WHAT TO DO >>
Nothing but the records themselves, exactly as written, should appear in the reply; leave out the pictures.
Segment Start: ENTRIES SUPPLIED
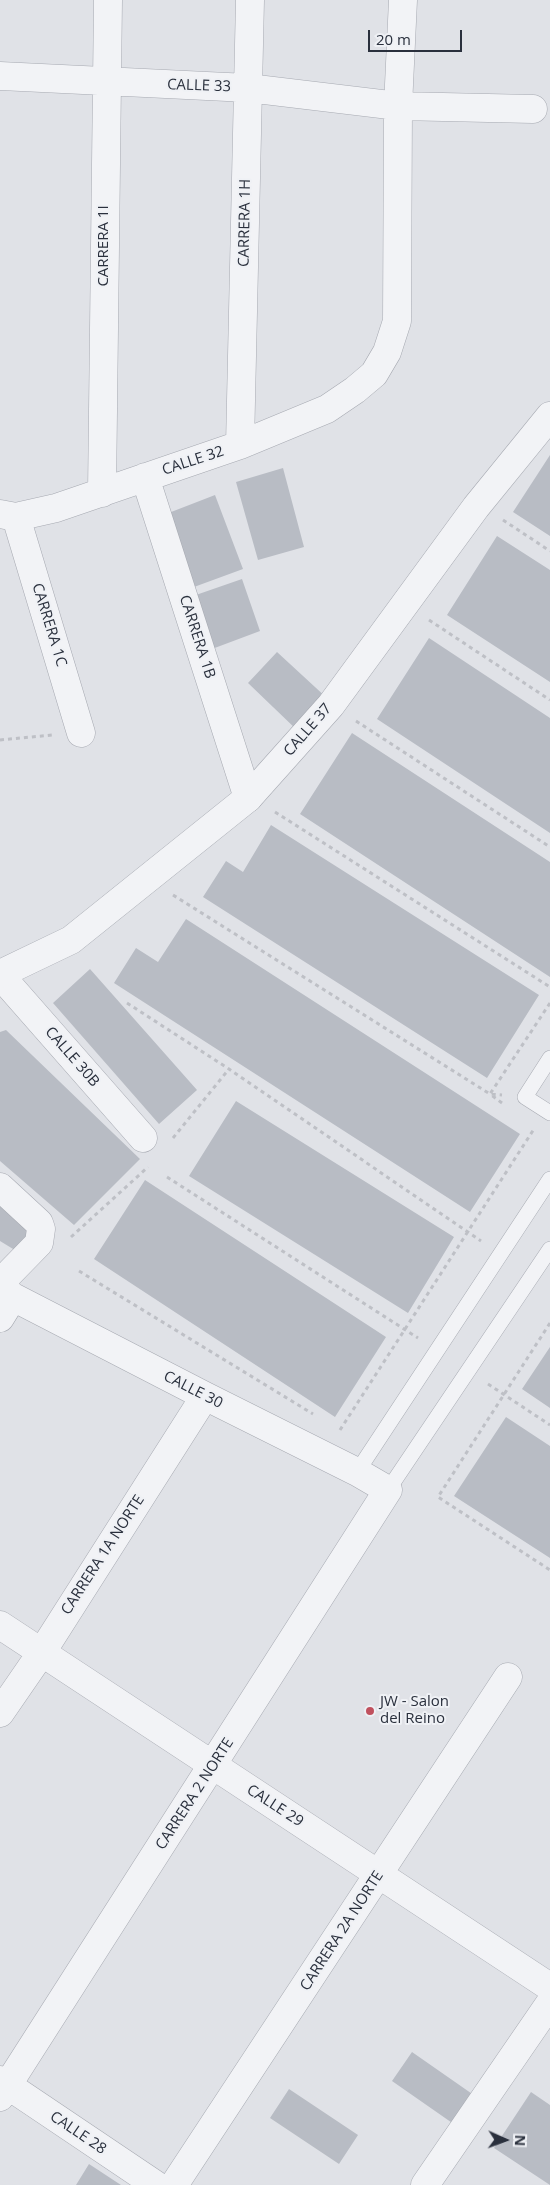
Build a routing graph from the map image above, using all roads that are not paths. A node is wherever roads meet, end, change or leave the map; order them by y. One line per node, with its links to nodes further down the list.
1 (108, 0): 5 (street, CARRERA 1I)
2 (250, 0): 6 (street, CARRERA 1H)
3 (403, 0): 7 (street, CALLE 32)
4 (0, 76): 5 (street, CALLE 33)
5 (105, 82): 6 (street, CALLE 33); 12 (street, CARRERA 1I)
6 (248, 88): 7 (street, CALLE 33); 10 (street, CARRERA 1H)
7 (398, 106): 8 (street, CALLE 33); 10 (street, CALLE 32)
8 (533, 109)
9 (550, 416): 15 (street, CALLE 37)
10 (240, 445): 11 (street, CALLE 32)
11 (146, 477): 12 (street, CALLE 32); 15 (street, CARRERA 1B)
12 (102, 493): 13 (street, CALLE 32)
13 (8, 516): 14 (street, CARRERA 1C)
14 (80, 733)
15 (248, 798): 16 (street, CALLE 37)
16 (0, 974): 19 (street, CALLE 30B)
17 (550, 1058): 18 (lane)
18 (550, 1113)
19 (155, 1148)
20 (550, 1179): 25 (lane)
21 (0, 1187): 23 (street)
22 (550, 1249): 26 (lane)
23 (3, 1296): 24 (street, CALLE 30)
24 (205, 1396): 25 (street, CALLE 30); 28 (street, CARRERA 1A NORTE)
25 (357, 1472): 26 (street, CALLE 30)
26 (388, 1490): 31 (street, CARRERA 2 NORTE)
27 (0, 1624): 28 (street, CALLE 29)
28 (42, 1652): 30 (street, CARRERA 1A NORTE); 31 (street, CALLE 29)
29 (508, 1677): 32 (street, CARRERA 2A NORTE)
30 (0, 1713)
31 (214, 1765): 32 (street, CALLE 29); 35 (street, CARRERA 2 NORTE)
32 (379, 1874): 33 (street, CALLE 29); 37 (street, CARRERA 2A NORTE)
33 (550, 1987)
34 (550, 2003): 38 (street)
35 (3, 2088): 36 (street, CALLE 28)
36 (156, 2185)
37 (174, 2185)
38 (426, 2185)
Segment End: ENTRIES SUPPLIED
WORKED SOLUTION >>
Build a routing graph from the map image above, using all roads that are not paths. A node is wherever roads meet, end, change or leave the map; order them by y. One line per node, with its links to nodes further down the list.
1 (108, 0): 5 (street, CARRERA 1I)
2 (250, 0): 6 (street, CARRERA 1H)
3 (403, 0): 7 (street, CALLE 32)
4 (0, 76): 5 (street, CALLE 33)
5 (105, 82): 6 (street, CALLE 33); 12 (street, CARRERA 1I)
6 (248, 88): 7 (street, CALLE 33); 10 (street, CARRERA 1H)
7 (398, 106): 8 (street, CALLE 33); 10 (street, CALLE 32)
8 (533, 109)
9 (550, 416): 15 (street, CALLE 37)
10 (240, 445): 11 (street, CALLE 32)
11 (146, 477): 12 (street, CALLE 32); 15 (street, CARRERA 1B)
12 (102, 493): 13 (street, CALLE 32)
13 (8, 516): 14 (street, CARRERA 1C)
14 (80, 733)
15 (248, 798): 16 (street, CALLE 37)
16 (0, 974): 19 (street, CALLE 30B)
17 (550, 1058): 18 (lane)
18 (550, 1113)
19 (155, 1148)
20 (550, 1179): 25 (lane)
21 (0, 1187): 23 (street)
22 (550, 1249): 26 (lane)
23 (3, 1296): 24 (street, CALLE 30)
24 (205, 1396): 25 (street, CALLE 30); 28 (street, CARRERA 1A NORTE)
25 (357, 1472): 26 (street, CALLE 30)
26 (388, 1490): 31 (street, CARRERA 2 NORTE)
27 (0, 1624): 28 (street, CALLE 29)
28 (42, 1652): 30 (street, CARRERA 1A NORTE); 31 (street, CALLE 29)
29 (508, 1677): 32 (street, CARRERA 2A NORTE)
30 (0, 1713)
31 (214, 1765): 32 (street, CALLE 29); 35 (street, CARRERA 2 NORTE)
32 (379, 1874): 33 (street, CALLE 29); 37 (street, CARRERA 2A NORTE)
33 (550, 1987)
34 (550, 2003): 38 (street)
35 (3, 2088): 36 (street, CALLE 28)
36 (156, 2185)
37 (174, 2185)
38 (426, 2185)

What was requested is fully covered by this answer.